(Stored data)
#####

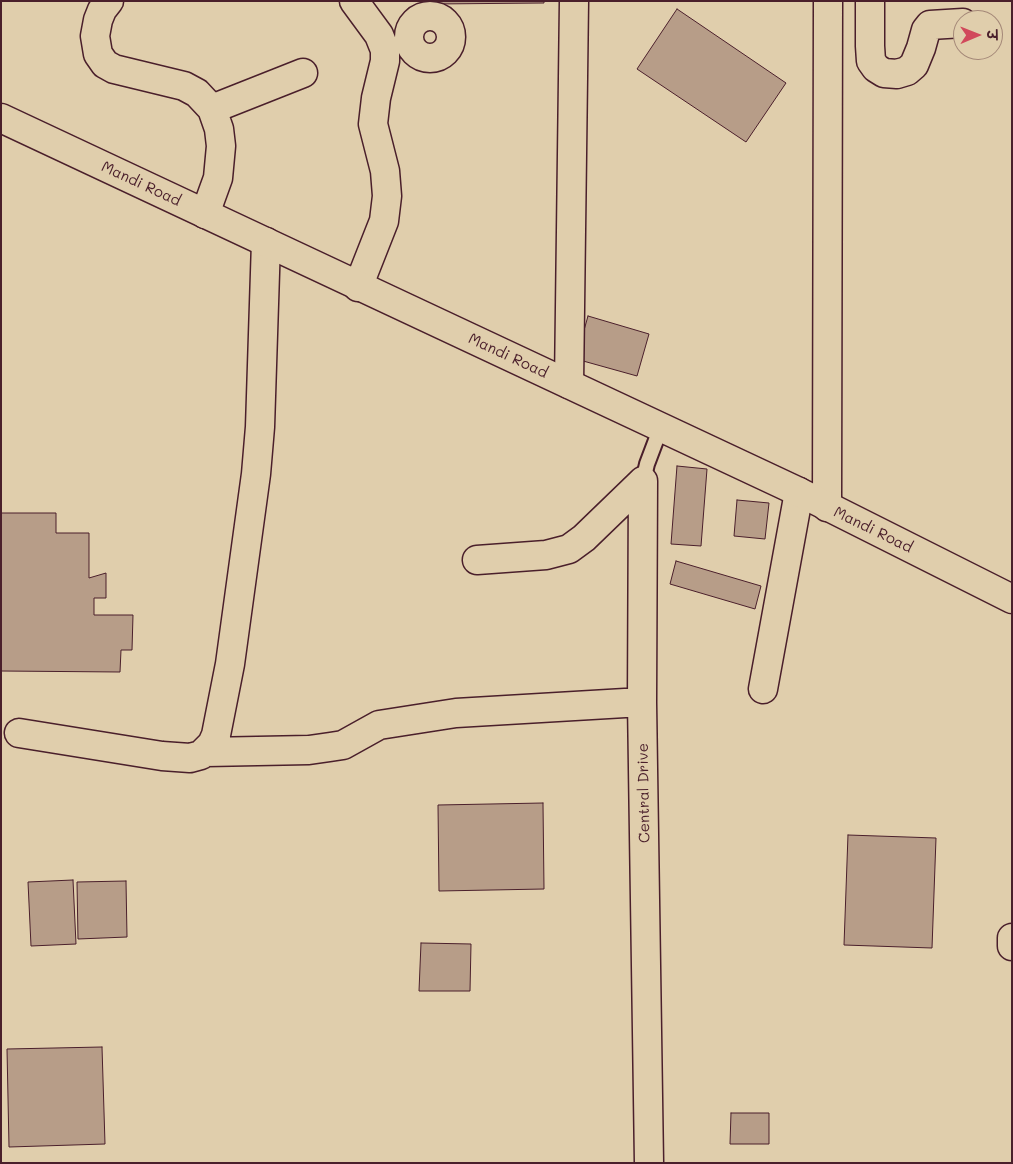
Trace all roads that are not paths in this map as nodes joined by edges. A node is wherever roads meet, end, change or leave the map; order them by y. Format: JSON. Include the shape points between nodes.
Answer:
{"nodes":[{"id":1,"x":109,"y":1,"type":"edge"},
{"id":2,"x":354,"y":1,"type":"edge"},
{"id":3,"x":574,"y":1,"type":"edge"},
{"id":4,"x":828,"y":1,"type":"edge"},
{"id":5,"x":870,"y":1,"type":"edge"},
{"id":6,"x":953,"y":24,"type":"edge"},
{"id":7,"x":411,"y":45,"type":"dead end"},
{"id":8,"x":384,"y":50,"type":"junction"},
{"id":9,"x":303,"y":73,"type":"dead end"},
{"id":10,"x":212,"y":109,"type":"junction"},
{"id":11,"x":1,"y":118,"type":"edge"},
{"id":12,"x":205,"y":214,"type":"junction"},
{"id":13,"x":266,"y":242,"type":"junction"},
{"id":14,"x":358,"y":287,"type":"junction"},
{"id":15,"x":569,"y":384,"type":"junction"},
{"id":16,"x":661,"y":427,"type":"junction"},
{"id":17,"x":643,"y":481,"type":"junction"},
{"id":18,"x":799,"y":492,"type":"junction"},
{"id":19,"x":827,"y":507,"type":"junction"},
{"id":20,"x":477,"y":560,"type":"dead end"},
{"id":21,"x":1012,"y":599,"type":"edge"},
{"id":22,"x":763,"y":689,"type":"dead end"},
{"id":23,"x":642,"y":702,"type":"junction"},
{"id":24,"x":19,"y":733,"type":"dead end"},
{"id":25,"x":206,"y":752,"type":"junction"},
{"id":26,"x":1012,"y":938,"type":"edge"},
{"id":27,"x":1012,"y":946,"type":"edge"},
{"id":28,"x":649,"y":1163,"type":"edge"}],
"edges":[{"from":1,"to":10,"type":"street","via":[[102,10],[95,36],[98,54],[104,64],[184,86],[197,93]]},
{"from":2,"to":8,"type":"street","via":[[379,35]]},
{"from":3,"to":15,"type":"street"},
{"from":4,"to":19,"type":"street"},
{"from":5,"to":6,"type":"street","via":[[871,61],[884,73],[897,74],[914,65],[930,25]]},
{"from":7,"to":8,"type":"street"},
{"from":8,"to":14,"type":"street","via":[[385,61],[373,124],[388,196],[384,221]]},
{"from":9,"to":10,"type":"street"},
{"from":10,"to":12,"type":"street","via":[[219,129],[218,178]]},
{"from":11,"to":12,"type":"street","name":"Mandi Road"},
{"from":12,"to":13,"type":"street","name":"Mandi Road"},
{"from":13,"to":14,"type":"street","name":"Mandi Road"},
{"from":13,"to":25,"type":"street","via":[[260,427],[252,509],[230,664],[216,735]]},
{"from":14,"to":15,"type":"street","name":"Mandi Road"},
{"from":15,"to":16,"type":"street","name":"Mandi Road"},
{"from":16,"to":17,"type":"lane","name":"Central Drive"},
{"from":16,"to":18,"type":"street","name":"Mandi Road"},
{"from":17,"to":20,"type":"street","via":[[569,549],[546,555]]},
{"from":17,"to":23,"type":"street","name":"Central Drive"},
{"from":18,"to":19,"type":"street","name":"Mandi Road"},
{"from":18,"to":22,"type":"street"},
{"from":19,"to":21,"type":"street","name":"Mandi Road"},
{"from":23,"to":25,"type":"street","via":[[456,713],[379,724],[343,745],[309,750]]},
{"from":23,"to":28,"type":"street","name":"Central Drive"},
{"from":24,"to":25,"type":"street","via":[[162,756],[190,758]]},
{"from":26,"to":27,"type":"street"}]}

#####

Reproduce each line of the records in which the word "edges" appears.

Trace all roads that are not paths in this map as nodes joined by edges. A node is wherever roads meet, end, change or leave the map; order them by y. Format: JSON. Include the shape points between nodes.
"edges":[{"from":1,"to":10,"type":"street","via":[[102,10],[95,36],[98,54],[104,64],[184,86],[197,93]]},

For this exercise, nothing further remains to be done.